• GIVEN ENTRIES
::::

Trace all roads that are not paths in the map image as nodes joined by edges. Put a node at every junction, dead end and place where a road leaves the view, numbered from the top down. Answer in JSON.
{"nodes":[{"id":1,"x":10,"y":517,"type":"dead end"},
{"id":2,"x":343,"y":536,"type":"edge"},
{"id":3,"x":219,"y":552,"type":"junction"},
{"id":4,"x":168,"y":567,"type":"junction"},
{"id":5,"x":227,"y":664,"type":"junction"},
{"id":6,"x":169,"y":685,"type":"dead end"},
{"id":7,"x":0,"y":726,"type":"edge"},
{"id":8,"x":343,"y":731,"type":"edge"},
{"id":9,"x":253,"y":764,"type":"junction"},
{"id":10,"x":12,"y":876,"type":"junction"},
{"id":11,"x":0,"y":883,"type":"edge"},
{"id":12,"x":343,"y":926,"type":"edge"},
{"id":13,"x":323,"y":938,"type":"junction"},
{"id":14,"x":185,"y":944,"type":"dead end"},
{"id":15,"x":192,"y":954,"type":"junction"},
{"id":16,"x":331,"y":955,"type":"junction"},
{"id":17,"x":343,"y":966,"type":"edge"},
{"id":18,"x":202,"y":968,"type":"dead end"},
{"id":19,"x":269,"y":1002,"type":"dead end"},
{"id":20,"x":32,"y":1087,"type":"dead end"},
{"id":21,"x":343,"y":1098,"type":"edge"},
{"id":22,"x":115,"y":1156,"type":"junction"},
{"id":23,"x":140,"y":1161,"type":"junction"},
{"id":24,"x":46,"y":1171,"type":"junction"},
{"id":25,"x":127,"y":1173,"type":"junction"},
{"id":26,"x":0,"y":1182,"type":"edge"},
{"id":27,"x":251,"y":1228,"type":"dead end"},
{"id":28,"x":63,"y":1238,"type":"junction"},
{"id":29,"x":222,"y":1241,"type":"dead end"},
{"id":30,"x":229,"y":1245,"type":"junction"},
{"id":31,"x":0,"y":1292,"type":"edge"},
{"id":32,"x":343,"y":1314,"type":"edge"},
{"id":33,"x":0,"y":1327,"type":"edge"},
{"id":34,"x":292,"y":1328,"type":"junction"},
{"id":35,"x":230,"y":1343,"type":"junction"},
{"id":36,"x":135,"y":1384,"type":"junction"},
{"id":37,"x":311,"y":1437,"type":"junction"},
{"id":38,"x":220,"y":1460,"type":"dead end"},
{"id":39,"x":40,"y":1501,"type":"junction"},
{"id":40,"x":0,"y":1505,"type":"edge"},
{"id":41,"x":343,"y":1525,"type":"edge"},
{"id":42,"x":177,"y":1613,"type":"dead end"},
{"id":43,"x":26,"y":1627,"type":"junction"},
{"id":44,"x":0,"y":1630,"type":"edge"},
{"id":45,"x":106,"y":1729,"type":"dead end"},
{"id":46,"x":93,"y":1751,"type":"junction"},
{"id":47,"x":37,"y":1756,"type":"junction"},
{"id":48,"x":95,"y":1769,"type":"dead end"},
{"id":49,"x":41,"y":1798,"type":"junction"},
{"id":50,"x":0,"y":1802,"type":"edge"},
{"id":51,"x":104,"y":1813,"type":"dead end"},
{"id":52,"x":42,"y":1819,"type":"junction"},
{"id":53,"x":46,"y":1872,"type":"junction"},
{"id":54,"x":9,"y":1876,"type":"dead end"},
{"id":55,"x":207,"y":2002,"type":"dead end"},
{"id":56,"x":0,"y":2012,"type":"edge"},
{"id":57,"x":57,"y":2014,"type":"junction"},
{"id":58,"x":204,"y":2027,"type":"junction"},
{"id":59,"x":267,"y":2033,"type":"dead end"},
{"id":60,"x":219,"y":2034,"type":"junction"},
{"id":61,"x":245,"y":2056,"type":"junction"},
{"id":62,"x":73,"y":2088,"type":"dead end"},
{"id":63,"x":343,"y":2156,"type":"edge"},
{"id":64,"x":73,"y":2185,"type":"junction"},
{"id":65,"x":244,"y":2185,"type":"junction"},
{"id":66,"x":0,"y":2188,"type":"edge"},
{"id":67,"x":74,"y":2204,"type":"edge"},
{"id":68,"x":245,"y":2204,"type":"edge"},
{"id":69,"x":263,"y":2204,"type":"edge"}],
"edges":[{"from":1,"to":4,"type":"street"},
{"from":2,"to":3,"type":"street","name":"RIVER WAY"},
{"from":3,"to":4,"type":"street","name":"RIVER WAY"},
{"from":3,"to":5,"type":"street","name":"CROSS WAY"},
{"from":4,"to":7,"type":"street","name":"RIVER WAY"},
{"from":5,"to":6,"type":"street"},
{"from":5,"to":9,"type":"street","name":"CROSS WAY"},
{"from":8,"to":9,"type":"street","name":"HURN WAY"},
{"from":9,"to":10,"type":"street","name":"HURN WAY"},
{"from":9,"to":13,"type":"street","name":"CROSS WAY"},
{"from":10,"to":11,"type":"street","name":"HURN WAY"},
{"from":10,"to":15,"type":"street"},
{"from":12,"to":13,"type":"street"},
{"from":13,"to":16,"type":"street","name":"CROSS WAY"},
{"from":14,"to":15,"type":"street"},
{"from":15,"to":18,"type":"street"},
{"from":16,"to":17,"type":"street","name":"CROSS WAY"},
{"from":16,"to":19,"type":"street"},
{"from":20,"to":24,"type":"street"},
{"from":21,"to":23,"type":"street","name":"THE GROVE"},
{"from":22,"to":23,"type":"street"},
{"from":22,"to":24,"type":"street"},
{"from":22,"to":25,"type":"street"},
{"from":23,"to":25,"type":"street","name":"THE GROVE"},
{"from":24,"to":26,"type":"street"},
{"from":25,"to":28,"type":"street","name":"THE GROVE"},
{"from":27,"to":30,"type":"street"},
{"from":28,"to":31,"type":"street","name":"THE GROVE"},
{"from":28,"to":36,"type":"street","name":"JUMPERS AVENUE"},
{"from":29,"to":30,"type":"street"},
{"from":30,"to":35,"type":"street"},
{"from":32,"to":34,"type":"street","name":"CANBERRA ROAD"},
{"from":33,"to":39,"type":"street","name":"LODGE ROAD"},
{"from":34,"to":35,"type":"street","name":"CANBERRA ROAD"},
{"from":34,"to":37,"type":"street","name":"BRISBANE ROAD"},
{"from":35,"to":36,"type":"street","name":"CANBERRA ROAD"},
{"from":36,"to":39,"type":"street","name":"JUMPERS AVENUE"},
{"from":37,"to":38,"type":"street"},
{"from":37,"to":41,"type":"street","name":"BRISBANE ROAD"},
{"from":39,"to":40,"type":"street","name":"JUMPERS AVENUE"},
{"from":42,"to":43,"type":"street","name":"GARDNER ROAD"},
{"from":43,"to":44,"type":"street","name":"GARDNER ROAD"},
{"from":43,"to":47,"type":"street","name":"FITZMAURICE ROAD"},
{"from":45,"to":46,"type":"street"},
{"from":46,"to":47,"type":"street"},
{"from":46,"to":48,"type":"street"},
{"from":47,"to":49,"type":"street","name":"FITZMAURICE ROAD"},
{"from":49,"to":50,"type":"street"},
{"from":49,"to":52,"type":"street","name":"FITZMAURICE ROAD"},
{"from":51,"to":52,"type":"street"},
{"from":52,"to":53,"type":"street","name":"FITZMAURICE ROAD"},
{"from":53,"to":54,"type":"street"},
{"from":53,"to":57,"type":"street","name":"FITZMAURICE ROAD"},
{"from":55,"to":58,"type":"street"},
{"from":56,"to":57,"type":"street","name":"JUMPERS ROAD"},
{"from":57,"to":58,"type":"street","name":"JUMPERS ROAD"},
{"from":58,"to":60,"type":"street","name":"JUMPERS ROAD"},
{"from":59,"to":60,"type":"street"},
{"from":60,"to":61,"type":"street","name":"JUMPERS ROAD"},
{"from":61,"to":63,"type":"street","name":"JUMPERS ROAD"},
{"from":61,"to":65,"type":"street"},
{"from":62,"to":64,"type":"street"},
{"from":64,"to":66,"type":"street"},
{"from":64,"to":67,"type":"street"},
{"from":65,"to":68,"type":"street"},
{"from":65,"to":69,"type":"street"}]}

::::

• WORK INSTRUCTIONS
When the word "GARDNER" occurs in a line above, list that line.

• ANSWER SPACE
{"from":42,"to":43,"type":"street","name":"GARDNER ROAD"},
{"from":43,"to":44,"type":"street","name":"GARDNER ROAD"},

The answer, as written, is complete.